== Brief ==
For each line below that includes the word "nodes", make a copy.

*** Block opens ***

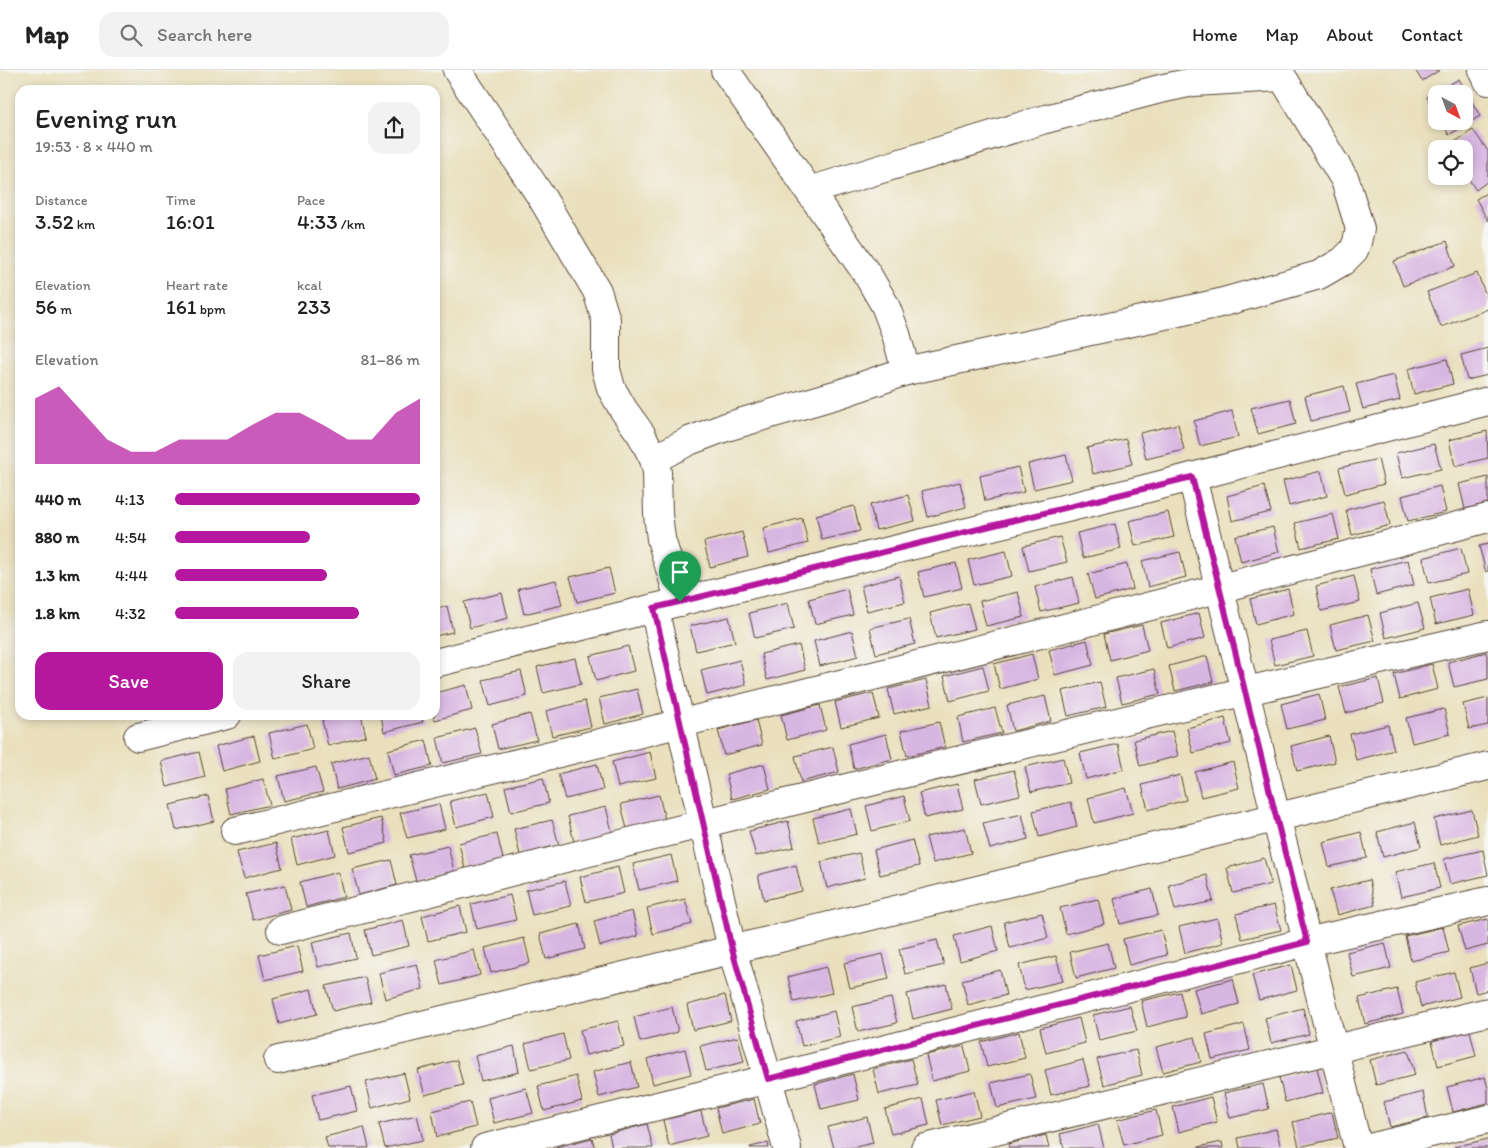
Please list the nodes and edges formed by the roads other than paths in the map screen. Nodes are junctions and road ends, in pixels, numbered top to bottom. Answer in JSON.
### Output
{"nodes":[{"id":1,"x":457,"y":70,"type":"edge"},
{"id":2,"x":724,"y":70,"type":"edge"},
{"id":3,"x":1483,"y":70,"type":"edge"},
{"id":4,"x":1280,"y":73,"type":"edge"},
{"id":5,"x":1488,"y":81,"type":"edge"},
{"id":6,"x":809,"y":191,"type":"junction"},
{"id":7,"x":906,"y":371,"type":"junction"},
{"id":8,"x":1488,"y":401,"type":"edge"},
{"id":9,"x":654,"y":459,"type":"junction"},
{"id":10,"x":1192,"y":477,"type":"junction"},
{"id":11,"x":1488,"y":518,"type":"edge"},
{"id":12,"x":1220,"y":590,"type":"junction"},
{"id":13,"x":680,"y":602,"type":"junction"},
{"id":14,"x":654,"y":608,"type":"junction"},
{"id":15,"x":1488,"y":635,"type":"edge"},
{"id":16,"x":440,"y":662,"type":"edge"},
{"id":17,"x":1245,"y":690,"type":"junction"},
{"id":18,"x":207,"y":720,"type":"edge"},
{"id":19,"x":680,"y":724,"type":"junction"},
{"id":20,"x":138,"y":737,"type":"dead end"},
{"id":21,"x":1488,"y":766,"type":"edge"},
{"id":22,"x":1276,"y":817,"type":"junction"},
{"id":23,"x":703,"y":823,"type":"junction"},
{"id":24,"x":235,"y":831,"type":"dead end"},
{"id":25,"x":1488,"y":901,"type":"edge"},
{"id":26,"x":281,"y":930,"type":"dead end"},
{"id":27,"x":1307,"y":942,"type":"junction"},
{"id":28,"x":732,"y":949,"type":"junction"},
{"id":29,"x":1488,"y":1012,"type":"edge"},
{"id":30,"x":1334,"y":1050,"type":"junction"},
{"id":31,"x":278,"y":1060,"type":"dead end"},
{"id":32,"x":768,"y":1079,"type":"junction"},
{"id":33,"x":1488,"y":1119,"type":"edge"},
{"id":34,"x":485,"y":1148,"type":"edge"},
{"id":35,"x":787,"y":1148,"type":"edge"},
{"id":36,"x":926,"y":1148,"type":"edge"},
{"id":37,"x":1358,"y":1148,"type":"edge"},
{"id":38,"x":1368,"y":1148,"type":"edge"}],
"edges":[{"from":1,"to":9,"type":"street"},
{"from":2,"to":6,"type":"street"},
{"from":3,"to":5,"type":"street"},
{"from":4,"to":6,"type":"street"},
{"from":4,"to":7,"type":"street"},
{"from":6,"to":7,"type":"street"},
{"from":7,"to":9,"type":"street"},
{"from":8,"to":10,"type":"street"},
{"from":9,"to":13,"type":"street"},
{"from":10,"to":12,"type":"street"},
{"from":10,"to":13,"type":"street"},
{"from":11,"to":12,"type":"street"},
{"from":12,"to":17,"type":"street"},
{"from":12,"to":19,"type":"street"},
{"from":13,"to":14,"type":"street"},
{"from":14,"to":16,"type":"street"},
{"from":14,"to":19,"type":"street"},
{"from":15,"to":17,"type":"street"},
{"from":17,"to":22,"type":"street"},
{"from":17,"to":23,"type":"street"},
{"from":18,"to":20,"type":"street"},
{"from":19,"to":23,"type":"street"},
{"from":19,"to":24,"type":"street"},
{"from":21,"to":22,"type":"street"},
{"from":22,"to":27,"type":"street"},
{"from":22,"to":28,"type":"street"},
{"from":23,"to":26,"type":"street"},
{"from":23,"to":28,"type":"street"},
{"from":25,"to":27,"type":"street"},
{"from":27,"to":30,"type":"street"},
{"from":27,"to":32,"type":"street"},
{"from":28,"to":31,"type":"street"},
{"from":28,"to":32,"type":"street"},
{"from":29,"to":30,"type":"street"},
{"from":30,"to":36,"type":"street"},
{"from":30,"to":37,"type":"street"},
{"from":32,"to":34,"type":"street"},
{"from":32,"to":35,"type":"street"},
{"from":33,"to":38,"type":"street"}]}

*** Block closes ***

== Task answer ==
Please list the nodes and edges formed by the roads other than paths in the map screen. Nodes are junctions and road ends, in pixels, numbered top to bottom. Answer in JSON.
{"nodes":[{"id":1,"x":457,"y":70,"type":"edge"},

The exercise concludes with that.